ハムレットはシェイクスピアが生み出した四大悲劇のうちのひとつです。復讐を決意した主人公が取った行動によって、悲劇を生み憎しみの連鎖が広がってしまう。
そんな愚かでどうしようもない人間の姿を描いた悲劇的な物語とは、いったいどういった内容なのでしょう。そこで簡単なあらすじをご紹介します。
ハムレットのあらすじ
物語はデンマーク王の突然の訃報から展開していきます。
突然の父の訃報
王が亡くなり、王の弟であるクローディアスはデンマーク王の元妻である王妃と再婚し、デンマーク王の座を継ぎます。ハムレットは父が急に亡くなったことと、母の早すぎる再婚に困惑します。

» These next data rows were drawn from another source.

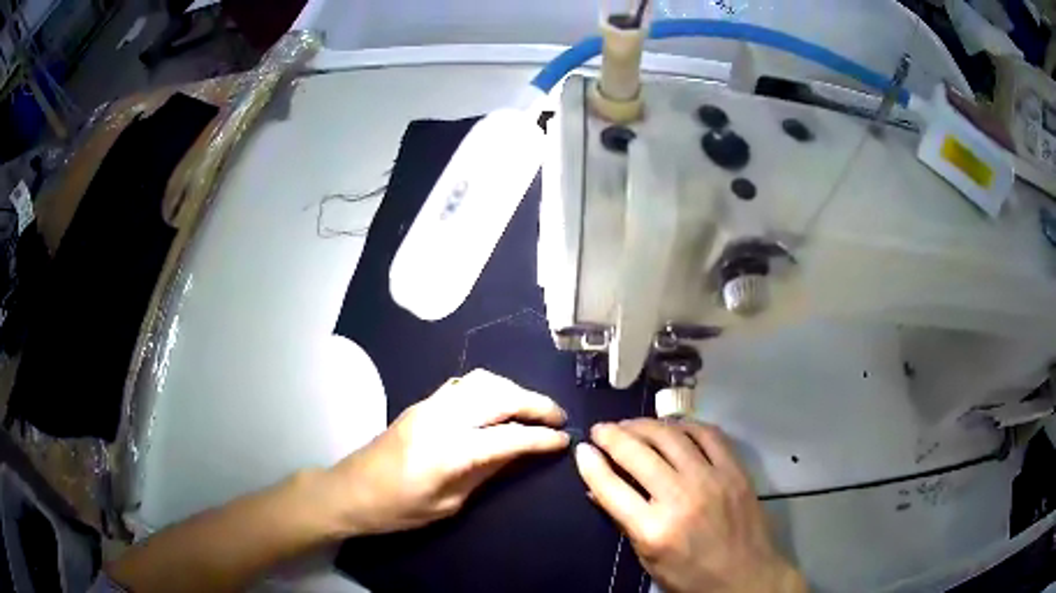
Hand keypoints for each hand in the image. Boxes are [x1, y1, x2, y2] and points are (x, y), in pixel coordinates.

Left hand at [324, 369, 569, 535]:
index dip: (541, 437)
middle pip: (499, 397)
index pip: (508, 436)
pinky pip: (464, 384)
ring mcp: (429, 405)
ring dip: (514, 390)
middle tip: (558, 418)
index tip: (565, 440)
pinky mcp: (422, 403)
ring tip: (534, 409)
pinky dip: (491, 387)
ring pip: (482, 381)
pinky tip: (500, 402)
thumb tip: (519, 453)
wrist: (349, 491)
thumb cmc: (397, 510)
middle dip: (535, 404)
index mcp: (448, 451)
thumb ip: (485, 473)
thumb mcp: (447, 504)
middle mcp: (441, 418)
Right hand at [574, 419, 805, 592]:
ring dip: (644, 425)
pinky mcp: (734, 471)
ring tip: (630, 424)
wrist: (746, 578)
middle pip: (638, 454)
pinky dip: (686, 425)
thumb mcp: (649, 560)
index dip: (590, 464)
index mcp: (653, 529)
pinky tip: (672, 426)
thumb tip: (598, 490)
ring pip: (670, 436)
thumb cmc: (692, 577)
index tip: (581, 449)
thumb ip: (624, 523)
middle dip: (612, 436)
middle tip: (601, 430)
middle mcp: (680, 498)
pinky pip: (708, 434)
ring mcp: (711, 480)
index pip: (611, 487)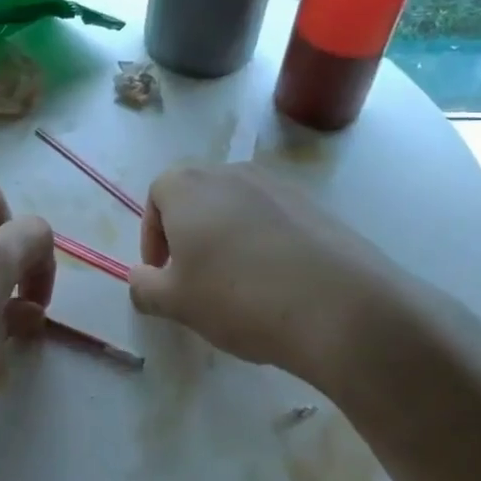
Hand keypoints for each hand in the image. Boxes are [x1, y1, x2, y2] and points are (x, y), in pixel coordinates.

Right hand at [128, 162, 435, 389]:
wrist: (340, 307)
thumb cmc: (238, 297)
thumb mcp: (175, 302)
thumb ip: (144, 287)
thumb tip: (141, 279)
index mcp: (188, 186)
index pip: (157, 195)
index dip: (153, 236)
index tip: (162, 274)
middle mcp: (231, 173)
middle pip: (197, 196)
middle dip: (189, 234)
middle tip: (195, 279)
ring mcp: (278, 185)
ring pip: (237, 208)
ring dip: (228, 238)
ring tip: (238, 285)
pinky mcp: (316, 206)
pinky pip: (274, 220)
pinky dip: (265, 244)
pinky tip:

そんな時、従臣から城壁に夜な夜な亡霊が出ると聞いたハムレットは自ら確かめようとしました。しかし亡霊は、なんと父である先王だったのです。
先王はクローディアスに毒を盛られた事を明かします。そしてハムレットは復讐を誓い、そのために狂気を装うことにしたのです。
オフィーリアの悲劇
狂気を装ったハムレットを見て、おかしくなってしまったと思い心配した王と王妃。しかし宰相ポローニアスは、オフィーリアへの実らぬ恋がハムレットの狂気の原因ではないかと疑います。父であるポローニアスの命令に従い、オフィーリアはハムレットに近づきますが、それを彼は冷たい態度で接します。
オフィーリアはそんな冷たい態度に酷く心を傷つけられるのでした。
先王の亡くなった原因は、クローディアスが関係しているという証拠を掴んだハムレット。彼はそのことを王妃に伝えます。しかしそこに隠れて盗み聞きをしていたポローニアスを、なんと王と間違え刺してしまったのです。

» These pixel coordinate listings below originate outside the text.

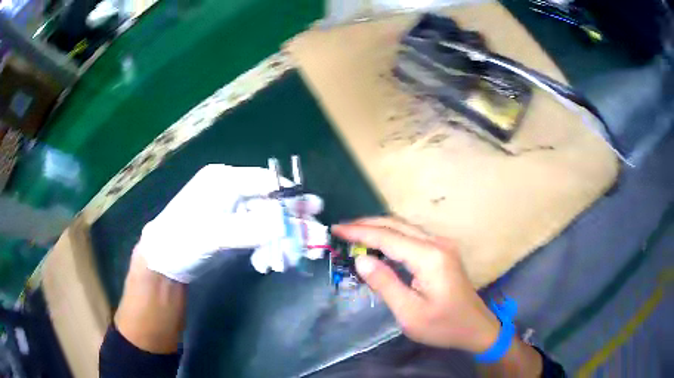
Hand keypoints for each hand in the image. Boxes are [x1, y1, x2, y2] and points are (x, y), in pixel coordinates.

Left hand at [136, 164, 327, 282]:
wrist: (163, 263)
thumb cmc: (181, 240)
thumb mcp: (214, 234)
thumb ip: (252, 228)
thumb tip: (290, 225)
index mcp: (224, 181)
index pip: (265, 182)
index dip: (291, 195)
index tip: (315, 208)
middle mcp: (231, 192)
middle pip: (270, 205)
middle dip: (290, 225)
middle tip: (315, 240)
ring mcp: (233, 212)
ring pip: (267, 224)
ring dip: (279, 243)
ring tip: (282, 263)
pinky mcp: (234, 230)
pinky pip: (259, 237)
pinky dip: (266, 251)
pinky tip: (265, 265)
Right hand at [332, 217, 500, 353]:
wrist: (476, 327)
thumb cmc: (443, 326)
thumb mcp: (409, 313)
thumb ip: (385, 283)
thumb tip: (361, 259)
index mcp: (429, 257)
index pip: (387, 237)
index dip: (359, 232)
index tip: (336, 229)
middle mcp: (437, 243)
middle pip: (396, 224)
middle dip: (367, 224)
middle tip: (342, 230)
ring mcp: (442, 245)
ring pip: (404, 227)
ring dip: (379, 228)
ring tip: (354, 235)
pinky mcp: (443, 251)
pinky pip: (412, 235)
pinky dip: (391, 235)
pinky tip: (379, 244)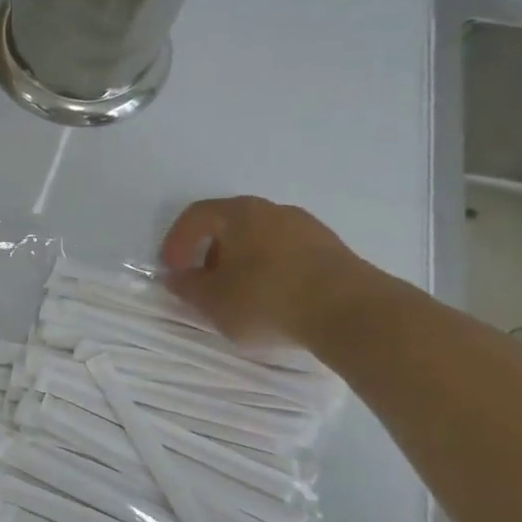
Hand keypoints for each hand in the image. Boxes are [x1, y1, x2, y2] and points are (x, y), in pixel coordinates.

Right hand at [158, 196, 369, 347]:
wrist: (349, 311)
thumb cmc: (266, 299)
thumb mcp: (213, 301)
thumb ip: (187, 288)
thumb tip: (176, 277)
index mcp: (239, 214)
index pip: (197, 215)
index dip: (177, 241)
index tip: (172, 270)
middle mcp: (273, 210)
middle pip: (230, 225)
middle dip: (210, 254)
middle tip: (203, 284)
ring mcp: (307, 228)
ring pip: (260, 240)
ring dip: (241, 264)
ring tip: (238, 297)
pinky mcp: (331, 250)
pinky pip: (287, 254)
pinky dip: (270, 271)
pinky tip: (272, 300)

ハムレットからの素っ気ない態度、そして自身の父が亡くなったことなど、度重なる悲しみで狂乱したオフィーリアは、やがて川で溺れて亡くなってしまいます。事故だったのか、自ら望んだ結果だったのかは分かりません。
復讐の連鎖
父ポローニアスと妹オフィーリアが相次いで亡くなったことことで、復讐をしようとレアティーズが登場します。

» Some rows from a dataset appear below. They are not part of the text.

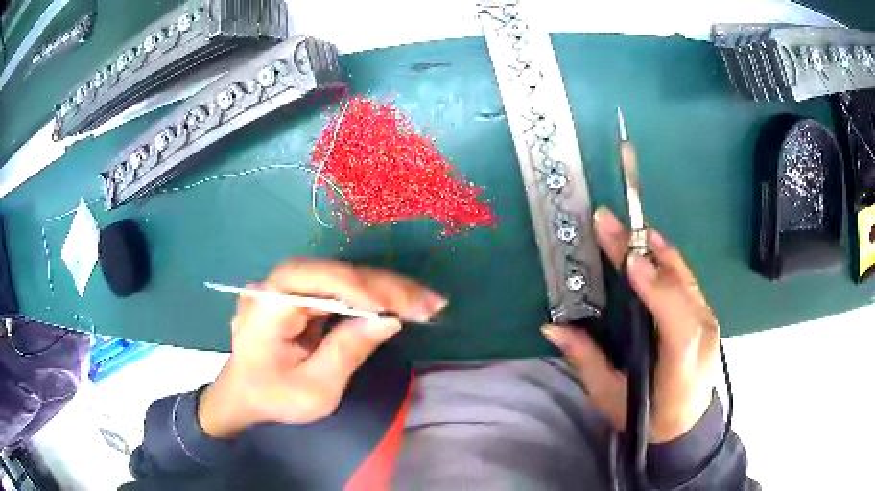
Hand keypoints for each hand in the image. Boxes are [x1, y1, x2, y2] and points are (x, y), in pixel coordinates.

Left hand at [198, 259, 446, 438]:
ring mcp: (287, 286)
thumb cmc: (273, 397)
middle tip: (430, 303)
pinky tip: (402, 301)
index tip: (400, 308)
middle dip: (384, 287)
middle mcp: (274, 284)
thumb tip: (388, 318)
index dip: (358, 288)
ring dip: (386, 288)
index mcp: (267, 306)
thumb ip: (347, 351)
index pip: (313, 279)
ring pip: (342, 275)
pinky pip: (341, 286)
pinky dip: (373, 294)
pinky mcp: (301, 293)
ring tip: (426, 302)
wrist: (244, 395)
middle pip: (334, 272)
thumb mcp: (314, 389)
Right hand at [542, 208, 718, 442]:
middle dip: (642, 253)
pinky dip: (668, 258)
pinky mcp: (707, 314)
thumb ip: (585, 360)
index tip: (628, 261)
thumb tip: (552, 326)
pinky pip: (687, 279)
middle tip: (608, 223)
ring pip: (684, 276)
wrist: (688, 424)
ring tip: (626, 228)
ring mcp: (708, 321)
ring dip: (655, 249)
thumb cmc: (647, 416)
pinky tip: (651, 244)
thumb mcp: (610, 396)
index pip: (675, 321)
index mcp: (679, 364)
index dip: (655, 288)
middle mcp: (701, 334)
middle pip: (678, 287)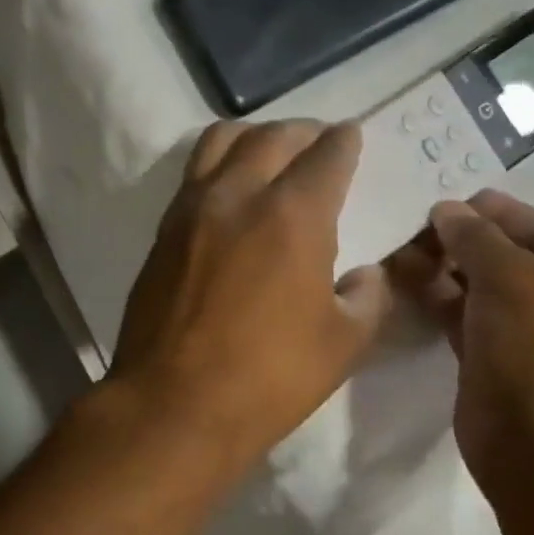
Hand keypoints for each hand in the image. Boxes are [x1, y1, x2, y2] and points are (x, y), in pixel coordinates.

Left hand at [109, 121, 395, 461]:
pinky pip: (194, 172)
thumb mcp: (343, 343)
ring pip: (222, 140)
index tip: (351, 136)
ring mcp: (193, 207)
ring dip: (255, 136)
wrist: (173, 403)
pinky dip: (220, 163)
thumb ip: (368, 297)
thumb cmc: (268, 377)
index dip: (345, 141)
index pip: (326, 155)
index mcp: (292, 215)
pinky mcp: (164, 228)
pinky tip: (232, 189)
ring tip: (270, 153)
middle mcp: (239, 194)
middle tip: (318, 142)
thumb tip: (369, 275)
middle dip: (304, 131)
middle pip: (273, 135)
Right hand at [391, 191, 533, 502]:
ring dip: (448, 271)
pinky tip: (408, 283)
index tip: (442, 203)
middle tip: (414, 229)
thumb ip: (476, 238)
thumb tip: (446, 208)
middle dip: (464, 243)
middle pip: (513, 260)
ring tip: (402, 252)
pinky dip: (442, 303)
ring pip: (487, 292)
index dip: (494, 213)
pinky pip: (470, 323)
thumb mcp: (513, 280)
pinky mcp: (503, 369)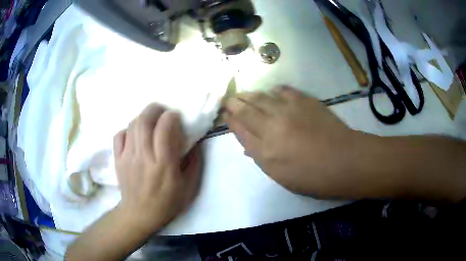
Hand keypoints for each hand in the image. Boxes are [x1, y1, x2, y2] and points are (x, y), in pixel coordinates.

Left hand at [113, 103, 200, 232]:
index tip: (176, 117)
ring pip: (132, 125)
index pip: (164, 128)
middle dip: (155, 109)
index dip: (171, 116)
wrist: (140, 215)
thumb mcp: (189, 187)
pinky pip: (119, 135)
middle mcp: (144, 157)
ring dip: (143, 116)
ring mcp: (128, 157)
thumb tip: (194, 141)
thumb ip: (194, 162)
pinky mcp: (118, 159)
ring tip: (151, 120)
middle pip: (145, 120)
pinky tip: (135, 134)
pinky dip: (128, 129)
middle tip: (163, 111)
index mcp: (164, 165)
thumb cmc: (167, 203)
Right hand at [223, 86, 361, 197]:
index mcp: (266, 150)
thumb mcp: (282, 176)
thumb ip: (261, 157)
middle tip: (228, 99)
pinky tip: (271, 92)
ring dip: (249, 95)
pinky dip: (273, 90)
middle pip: (246, 109)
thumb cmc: (313, 177)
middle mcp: (273, 126)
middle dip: (234, 103)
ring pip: (261, 97)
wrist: (345, 160)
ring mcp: (289, 110)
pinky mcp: (305, 100)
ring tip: (243, 94)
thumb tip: (247, 144)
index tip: (224, 114)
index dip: (230, 120)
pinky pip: (283, 90)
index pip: (240, 129)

ハムレットの存在に危機感を感じたクローディアスはレアティーズと共謀して、ハムレットを剣術試合に招き、亡き者にする計画を立てます。
剣には毒を塗り、お酒にも毒を仕込んでいました。しかし試合の最中に王妃が毒入りとは知らずにお酒を飲んでしまい、息絶えてしまったのです。
ハムレットとレアティーズは両者とも傷を負い毒に苦しみます。意識が薄れゆくレアティーズから真相を聞き出したハムレットは、最後の力を振り絞りクローディアスを手にかけ復讐は果たされたのです。
そうしてハムレットもまた、親友のホレイショーに今まであった事を言い残し絶えました。
感想
主要人物はみんな亡くなってしまいました。負の連鎖が巡り巡って愚かな人間たちを悲劇へと駆り立てたのです。
彼女の狂気と悲しさ
一番印象に残ったのはオフィーリアの悲劇でしょうか。彼女を描いた絵画作品を見たことがあるのですが、緑に囲まれた川で横たわる女性の構図がとても美しく感じて記憶に残っています。
辛いことが立て続けて起こったオフィーリアの気持ちを考えると、美しいと思うよりも儚げな印象を受けるかもしれませんが、本当にキレイな絵画だったのです。彼女の内に秘めた狂気と悲しさを表現しようしたのかもしれませんね。
様々な媒体で作品化
ハムレットは難解な古典ですが、方々に影響を与えている作品です。おそらく様々な媒体で似たようなストーリーを目にしているはずだと思います。
蜷川幸雄さん演出、藤原竜也さん主演の舞台も話題になったことがありましたね。演技力がある藤原さんが演じられたハムレットはとても興味深いです。
何百年も語り継がれてきた悲劇の物語、一度じっくり読んでみてはいかがでしょう。